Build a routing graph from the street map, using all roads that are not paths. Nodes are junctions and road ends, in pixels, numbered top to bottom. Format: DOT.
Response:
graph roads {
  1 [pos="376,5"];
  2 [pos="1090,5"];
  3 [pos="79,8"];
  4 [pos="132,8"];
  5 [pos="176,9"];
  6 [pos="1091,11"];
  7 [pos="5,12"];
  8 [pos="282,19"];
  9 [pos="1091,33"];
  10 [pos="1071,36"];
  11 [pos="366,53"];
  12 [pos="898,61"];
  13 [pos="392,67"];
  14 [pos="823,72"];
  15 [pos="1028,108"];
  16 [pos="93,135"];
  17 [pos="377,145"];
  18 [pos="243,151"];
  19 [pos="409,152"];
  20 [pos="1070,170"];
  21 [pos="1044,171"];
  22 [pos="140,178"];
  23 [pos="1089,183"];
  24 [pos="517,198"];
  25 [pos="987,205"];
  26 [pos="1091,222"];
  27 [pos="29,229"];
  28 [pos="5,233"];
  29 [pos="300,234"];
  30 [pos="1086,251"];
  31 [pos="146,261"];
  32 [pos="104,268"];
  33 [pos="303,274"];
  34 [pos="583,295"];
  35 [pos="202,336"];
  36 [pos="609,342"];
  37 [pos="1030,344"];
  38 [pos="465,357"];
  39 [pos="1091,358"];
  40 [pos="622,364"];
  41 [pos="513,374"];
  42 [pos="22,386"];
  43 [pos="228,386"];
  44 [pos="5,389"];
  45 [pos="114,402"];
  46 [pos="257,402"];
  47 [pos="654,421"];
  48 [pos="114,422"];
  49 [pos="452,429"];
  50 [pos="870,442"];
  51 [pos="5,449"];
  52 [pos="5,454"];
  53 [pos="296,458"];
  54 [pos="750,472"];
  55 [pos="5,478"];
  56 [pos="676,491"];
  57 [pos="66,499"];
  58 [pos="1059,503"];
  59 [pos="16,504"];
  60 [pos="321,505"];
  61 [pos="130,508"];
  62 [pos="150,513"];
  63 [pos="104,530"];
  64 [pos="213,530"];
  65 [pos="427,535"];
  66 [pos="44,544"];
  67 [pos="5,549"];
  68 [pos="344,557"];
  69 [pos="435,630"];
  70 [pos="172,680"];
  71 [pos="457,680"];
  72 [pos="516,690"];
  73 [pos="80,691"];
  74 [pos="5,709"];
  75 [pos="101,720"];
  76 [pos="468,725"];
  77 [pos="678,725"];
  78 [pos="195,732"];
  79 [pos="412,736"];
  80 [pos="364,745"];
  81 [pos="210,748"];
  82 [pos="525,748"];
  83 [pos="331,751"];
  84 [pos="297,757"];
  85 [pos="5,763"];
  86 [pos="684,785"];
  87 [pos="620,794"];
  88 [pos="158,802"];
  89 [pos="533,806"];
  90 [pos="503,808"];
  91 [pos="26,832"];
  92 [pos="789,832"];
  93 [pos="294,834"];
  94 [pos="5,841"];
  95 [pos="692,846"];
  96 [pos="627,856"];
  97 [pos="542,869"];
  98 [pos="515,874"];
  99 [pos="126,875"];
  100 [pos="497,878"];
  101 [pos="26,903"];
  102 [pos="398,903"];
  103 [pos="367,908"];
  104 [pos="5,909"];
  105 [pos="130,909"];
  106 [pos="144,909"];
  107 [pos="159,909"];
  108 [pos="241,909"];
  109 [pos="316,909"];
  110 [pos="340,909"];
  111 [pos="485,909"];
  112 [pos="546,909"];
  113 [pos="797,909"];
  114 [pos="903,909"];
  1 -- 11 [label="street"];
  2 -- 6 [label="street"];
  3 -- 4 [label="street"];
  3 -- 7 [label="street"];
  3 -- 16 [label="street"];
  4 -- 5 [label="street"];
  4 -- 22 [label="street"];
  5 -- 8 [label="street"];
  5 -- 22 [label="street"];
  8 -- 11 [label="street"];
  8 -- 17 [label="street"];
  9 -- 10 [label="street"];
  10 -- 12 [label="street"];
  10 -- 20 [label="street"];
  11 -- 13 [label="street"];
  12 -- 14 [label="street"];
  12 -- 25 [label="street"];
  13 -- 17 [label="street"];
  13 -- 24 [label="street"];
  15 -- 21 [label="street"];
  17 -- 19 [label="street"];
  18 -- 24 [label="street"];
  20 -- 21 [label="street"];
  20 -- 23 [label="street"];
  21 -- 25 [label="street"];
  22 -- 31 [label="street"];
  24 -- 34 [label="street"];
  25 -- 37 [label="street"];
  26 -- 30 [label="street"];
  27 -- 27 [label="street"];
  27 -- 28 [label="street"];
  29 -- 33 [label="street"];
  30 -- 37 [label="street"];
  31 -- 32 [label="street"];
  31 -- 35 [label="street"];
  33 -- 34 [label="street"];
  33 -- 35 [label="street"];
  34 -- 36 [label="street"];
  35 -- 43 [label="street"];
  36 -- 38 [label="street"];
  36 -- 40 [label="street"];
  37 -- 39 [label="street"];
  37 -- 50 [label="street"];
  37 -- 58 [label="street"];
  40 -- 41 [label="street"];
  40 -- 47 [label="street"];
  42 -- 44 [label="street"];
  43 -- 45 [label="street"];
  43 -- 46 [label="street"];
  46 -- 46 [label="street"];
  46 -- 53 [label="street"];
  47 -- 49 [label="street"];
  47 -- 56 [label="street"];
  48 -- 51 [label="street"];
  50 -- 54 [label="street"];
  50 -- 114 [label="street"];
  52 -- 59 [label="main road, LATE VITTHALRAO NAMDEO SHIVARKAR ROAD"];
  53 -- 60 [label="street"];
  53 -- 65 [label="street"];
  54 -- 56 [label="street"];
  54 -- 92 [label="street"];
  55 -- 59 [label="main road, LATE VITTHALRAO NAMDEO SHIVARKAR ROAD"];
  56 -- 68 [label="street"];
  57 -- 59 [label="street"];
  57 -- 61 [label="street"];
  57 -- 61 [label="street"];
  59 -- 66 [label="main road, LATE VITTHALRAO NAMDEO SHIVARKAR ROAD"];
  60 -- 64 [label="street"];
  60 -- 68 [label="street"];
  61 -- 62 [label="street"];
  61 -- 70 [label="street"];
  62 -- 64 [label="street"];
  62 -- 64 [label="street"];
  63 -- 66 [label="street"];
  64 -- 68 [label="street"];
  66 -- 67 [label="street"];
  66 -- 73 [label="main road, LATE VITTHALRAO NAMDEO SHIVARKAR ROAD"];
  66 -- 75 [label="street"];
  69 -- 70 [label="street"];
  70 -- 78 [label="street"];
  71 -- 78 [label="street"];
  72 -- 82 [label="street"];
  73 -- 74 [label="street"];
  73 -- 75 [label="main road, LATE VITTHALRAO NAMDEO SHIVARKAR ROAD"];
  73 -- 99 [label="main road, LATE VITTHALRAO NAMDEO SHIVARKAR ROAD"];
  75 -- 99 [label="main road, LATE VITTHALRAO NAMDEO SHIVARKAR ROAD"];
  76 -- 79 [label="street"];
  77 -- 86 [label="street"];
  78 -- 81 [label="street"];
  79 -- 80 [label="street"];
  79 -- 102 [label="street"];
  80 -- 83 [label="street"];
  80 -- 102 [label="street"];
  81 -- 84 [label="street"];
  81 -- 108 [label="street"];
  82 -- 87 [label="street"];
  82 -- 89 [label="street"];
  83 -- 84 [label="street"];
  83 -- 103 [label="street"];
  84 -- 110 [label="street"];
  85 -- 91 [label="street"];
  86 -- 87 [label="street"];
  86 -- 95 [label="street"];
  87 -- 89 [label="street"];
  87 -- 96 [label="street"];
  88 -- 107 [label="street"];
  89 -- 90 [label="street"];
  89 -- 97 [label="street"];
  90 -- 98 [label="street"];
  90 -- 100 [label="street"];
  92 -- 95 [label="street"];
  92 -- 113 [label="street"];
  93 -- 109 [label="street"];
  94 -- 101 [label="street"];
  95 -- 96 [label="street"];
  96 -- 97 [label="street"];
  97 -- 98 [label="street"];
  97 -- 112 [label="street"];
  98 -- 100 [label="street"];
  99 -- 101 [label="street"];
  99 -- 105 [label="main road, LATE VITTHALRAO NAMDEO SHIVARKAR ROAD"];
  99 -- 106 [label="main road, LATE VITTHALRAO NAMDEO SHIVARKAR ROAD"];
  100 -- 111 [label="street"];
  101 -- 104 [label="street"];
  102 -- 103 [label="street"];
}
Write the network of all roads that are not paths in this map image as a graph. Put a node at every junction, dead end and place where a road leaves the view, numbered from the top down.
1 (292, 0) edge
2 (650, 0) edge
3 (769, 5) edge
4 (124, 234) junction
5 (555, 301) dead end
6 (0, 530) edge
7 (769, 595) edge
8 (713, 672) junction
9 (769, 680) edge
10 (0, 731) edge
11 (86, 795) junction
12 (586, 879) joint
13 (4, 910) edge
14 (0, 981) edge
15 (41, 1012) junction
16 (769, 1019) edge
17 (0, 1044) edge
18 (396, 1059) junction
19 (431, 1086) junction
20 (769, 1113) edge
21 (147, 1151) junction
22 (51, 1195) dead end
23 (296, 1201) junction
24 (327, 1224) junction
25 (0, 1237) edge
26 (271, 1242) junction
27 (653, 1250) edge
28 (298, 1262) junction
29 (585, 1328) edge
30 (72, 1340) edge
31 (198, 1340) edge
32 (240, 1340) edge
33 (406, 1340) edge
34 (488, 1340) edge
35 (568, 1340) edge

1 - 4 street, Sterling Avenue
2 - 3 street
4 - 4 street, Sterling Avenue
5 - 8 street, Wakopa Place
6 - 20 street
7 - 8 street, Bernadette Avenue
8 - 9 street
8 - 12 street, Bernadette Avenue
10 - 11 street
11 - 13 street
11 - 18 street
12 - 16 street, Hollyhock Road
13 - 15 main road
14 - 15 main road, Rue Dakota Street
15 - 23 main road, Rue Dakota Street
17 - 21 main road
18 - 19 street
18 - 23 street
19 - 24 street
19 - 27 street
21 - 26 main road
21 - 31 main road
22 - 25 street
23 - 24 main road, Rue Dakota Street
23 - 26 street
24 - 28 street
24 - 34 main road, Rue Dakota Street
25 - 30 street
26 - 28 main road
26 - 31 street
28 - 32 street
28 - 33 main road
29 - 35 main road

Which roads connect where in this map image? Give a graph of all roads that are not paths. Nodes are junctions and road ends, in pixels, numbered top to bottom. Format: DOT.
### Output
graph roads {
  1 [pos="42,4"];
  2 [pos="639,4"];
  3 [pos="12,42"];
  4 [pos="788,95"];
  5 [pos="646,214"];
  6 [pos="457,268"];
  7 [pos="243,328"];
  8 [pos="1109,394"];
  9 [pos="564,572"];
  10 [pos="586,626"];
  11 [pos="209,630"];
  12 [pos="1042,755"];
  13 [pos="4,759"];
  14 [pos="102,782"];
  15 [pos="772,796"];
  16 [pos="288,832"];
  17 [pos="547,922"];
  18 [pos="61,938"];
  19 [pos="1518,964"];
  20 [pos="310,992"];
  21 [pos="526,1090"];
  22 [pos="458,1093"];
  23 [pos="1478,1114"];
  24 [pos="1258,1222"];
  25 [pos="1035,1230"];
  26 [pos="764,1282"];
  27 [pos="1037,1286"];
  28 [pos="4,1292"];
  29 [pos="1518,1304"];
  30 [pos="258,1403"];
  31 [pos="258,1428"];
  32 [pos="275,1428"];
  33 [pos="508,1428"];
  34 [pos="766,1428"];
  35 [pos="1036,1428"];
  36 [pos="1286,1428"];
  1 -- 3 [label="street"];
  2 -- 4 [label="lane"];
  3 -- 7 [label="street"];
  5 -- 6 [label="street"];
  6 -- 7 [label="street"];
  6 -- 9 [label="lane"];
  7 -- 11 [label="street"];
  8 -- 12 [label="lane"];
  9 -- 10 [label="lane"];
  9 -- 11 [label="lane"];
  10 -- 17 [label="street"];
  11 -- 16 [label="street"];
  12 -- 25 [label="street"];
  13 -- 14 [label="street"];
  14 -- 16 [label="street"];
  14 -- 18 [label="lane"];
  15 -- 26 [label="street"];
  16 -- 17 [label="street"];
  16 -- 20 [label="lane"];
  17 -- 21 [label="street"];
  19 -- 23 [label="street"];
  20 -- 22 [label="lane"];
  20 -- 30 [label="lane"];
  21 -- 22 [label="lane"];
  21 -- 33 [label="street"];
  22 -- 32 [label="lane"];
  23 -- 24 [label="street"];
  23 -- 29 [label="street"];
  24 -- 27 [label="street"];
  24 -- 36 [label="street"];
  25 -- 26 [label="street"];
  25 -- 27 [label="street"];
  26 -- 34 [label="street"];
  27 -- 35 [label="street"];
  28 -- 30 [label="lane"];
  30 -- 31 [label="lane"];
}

-- WORK INSTRUCTIONS --
Up to and including the last line of the records above, print exactly every line from the one that contains "Which roads connect" onward.

-- SOLUTION TO THIS EXERCISE --
Which roads connect where in this map image? Give a graph of all roads that are not paths. Nodes are junctions and road ends, in pixels, numbered top to bottom. Format: DOT.
### Output
graph roads {
  1 [pos="42,4"];
  2 [pos="639,4"];
  3 [pos="12,42"];
  4 [pos="788,95"];
  5 [pos="646,214"];
  6 [pos="457,268"];
  7 [pos="243,328"];
  8 [pos="1109,394"];
  9 [pos="564,572"];
  10 [pos="586,626"];
  11 [pos="209,630"];
  12 [pos="1042,755"];
  13 [pos="4,759"];
  14 [pos="102,782"];
  15 [pos="772,796"];
  16 [pos="288,832"];
  17 [pos="547,922"];
  18 [pos="61,938"];
  19 [pos="1518,964"];
  20 [pos="310,992"];
  21 [pos="526,1090"];
  22 [pos="458,1093"];
  23 [pos="1478,1114"];
  24 [pos="1258,1222"];
  25 [pos="1035,1230"];
  26 [pos="764,1282"];
  27 [pos="1037,1286"];
  28 [pos="4,1292"];
  29 [pos="1518,1304"];
  30 [pos="258,1403"];
  31 [pos="258,1428"];
  32 [pos="275,1428"];
  33 [pos="508,1428"];
  34 [pos="766,1428"];
  35 [pos="1036,1428"];
  36 [pos="1286,1428"];
  1 -- 3 [label="street"];
  2 -- 4 [label="lane"];
  3 -- 7 [label="street"];
  5 -- 6 [label="street"];
  6 -- 7 [label="street"];
  6 -- 9 [label="lane"];
  7 -- 11 [label="street"];
  8 -- 12 [label="lane"];
  9 -- 10 [label="lane"];
  9 -- 11 [label="lane"];
  10 -- 17 [label="street"];
  11 -- 16 [label="street"];
  12 -- 25 [label="street"];
  13 -- 14 [label="street"];
  14 -- 16 [label="street"];
  14 -- 18 [label="lane"];
  15 -- 26 [label="street"];
  16 -- 17 [label="street"];
  16 -- 20 [label="lane"];
  17 -- 21 [label="street"];
  19 -- 23 [label="street"];
  20 -- 22 [label="lane"];
  20 -- 30 [label="lane"];
  21 -- 22 [label="lane"];
  21 -- 33 [label="street"];
  22 -- 32 [label="lane"];
  23 -- 24 [label="street"];
  23 -- 29 [label="street"];
  24 -- 27 [label="street"];
  24 -- 36 [label="street"];
  25 -- 26 [label="street"];
  25 -- 27 [label="street"];
  26 -- 34 [label="street"];
  27 -- 35 [label="street"];
  28 -- 30 [label="lane"];
  30 -- 31 [label="lane"];
}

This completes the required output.